Powering up GitHub Classroom with Probot

This article was first published in 2019 and the information may be out of date.

Managing student work with GitHub offers an opportunity to give software development students practical experience with the platform and provides realistic feedback in a way they will experience in their future career.

GitHub offers a tool, GitHub Classroom, that makes setting up and managing projects for students pretty easy. It works on an org-level and handles basic setup and permissions.

That said, the platform’s goals won’t always align perfectly with the workflow of individual instructors. A great way around this takes advantage of an open source project, Probot. See their docs for details on getting set up.

Automating with Probot

Probot is essentially a framework that wraps the GitHub API, app setup, and webhooks to allow you to run scripts when repository or org related events fire.

Let’s take a look at their default example:

module.exports = app => {
  app.on('issues.opened', async context => {
    const params = context.issure({
      body: 'Hello World!',
    })
    await context.github.issues.createComment(params)
  })
}

With only a few lines of code, we now have a framework to respond to new issues. Probot offers a directory of many featured apps. Checking the source of each will provide some additional insight into many Probot conventions.

Locking down student repos

For my courses, I require students to submit via a pull request. This allows for code-review style feedback on the PR and allows me to request changes or approve the PR. To stop any accidental pushes to master, the default branch permissions on each repository need to be set.
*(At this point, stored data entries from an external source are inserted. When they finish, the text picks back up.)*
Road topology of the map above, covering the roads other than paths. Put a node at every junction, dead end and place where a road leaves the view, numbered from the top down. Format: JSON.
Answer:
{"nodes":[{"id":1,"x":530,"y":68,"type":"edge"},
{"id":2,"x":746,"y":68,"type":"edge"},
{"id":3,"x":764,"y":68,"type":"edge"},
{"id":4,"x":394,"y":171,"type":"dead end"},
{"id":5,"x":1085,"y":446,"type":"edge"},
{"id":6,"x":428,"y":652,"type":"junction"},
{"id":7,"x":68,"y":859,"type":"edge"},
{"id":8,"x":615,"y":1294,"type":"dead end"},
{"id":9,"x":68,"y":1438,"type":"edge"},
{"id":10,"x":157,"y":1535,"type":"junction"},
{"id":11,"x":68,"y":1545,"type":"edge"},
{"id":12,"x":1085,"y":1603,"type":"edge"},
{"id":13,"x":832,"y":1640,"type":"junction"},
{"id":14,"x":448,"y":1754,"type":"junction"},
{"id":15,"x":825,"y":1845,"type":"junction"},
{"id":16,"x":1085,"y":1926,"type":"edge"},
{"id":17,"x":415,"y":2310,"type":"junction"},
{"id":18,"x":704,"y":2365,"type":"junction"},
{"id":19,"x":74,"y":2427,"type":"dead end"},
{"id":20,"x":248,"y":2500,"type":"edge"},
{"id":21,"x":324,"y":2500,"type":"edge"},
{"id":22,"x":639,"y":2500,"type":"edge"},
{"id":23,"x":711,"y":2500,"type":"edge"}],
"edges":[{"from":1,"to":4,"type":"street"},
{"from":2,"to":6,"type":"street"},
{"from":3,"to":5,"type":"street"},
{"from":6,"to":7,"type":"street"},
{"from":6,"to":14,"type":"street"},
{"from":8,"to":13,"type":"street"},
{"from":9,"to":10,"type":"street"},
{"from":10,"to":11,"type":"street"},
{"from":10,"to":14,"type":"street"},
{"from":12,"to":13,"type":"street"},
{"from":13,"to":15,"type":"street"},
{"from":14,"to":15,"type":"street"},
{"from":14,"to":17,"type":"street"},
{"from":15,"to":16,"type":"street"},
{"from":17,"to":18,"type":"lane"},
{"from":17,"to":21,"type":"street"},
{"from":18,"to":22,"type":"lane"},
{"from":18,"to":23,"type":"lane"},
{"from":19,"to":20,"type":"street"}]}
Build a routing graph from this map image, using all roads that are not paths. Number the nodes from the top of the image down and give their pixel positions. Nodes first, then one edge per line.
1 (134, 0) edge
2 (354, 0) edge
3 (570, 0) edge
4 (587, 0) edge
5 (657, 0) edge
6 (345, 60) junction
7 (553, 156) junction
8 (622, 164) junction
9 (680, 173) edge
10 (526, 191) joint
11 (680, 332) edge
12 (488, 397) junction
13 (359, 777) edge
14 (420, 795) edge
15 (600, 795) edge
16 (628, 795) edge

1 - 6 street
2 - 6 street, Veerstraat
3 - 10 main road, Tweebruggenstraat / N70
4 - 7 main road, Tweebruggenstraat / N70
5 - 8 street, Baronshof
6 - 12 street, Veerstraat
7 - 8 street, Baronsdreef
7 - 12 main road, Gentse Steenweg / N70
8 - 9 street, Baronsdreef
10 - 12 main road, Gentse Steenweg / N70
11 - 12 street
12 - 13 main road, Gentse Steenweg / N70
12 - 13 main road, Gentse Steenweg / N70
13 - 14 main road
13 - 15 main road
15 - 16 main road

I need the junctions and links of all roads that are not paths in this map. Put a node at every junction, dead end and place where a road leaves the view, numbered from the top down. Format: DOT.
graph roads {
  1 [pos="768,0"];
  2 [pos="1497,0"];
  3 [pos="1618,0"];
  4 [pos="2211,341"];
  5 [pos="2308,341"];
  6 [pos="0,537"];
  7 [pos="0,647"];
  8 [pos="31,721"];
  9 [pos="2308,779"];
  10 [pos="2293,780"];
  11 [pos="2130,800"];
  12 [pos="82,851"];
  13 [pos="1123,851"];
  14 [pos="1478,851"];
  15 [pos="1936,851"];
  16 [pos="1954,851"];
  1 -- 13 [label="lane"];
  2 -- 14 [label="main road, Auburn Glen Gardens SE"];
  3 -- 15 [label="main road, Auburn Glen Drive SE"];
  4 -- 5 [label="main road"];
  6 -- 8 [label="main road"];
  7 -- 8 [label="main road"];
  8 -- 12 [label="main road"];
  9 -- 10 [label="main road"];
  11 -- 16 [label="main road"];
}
To handle this we can write a small Probot app to listen for repository imports^[1] and set the desired branch protection rules for the new repository. I suggest going through their Getting Started documentation if you haven’t already.

module.exports = app => {
  // Watch for the import
  app.on('repository_import', async context => {
    const { repository } = context.payload
    // Confirm the success of the of the import
    if (context.payload.status !== 'success') {
      return null
    }
    // Send a PUT request to the correct endpoint
    return context.github.request({
      baseUrl: 'https://api.github.com',
      url: `/repos/${repository.owner.login}/${
        repository.name
      }/branches/master/protection`,
      method: 'PUT',
      headers: {
        accept: 'application/vnd.github.luke-cage-preview+json',
      },
      // Send the appropriate branch rules
      required_status_checks: null,
      enforce_admins: null,
      restrictions: null,
      required_pull_request_reviews: {
        required_approving_review_count: 1,
      },
    })
  })
}

This example hard-codes in our configuration, but it is also common to include configuration files inside the repository or organization itself to allow more user-level configuration.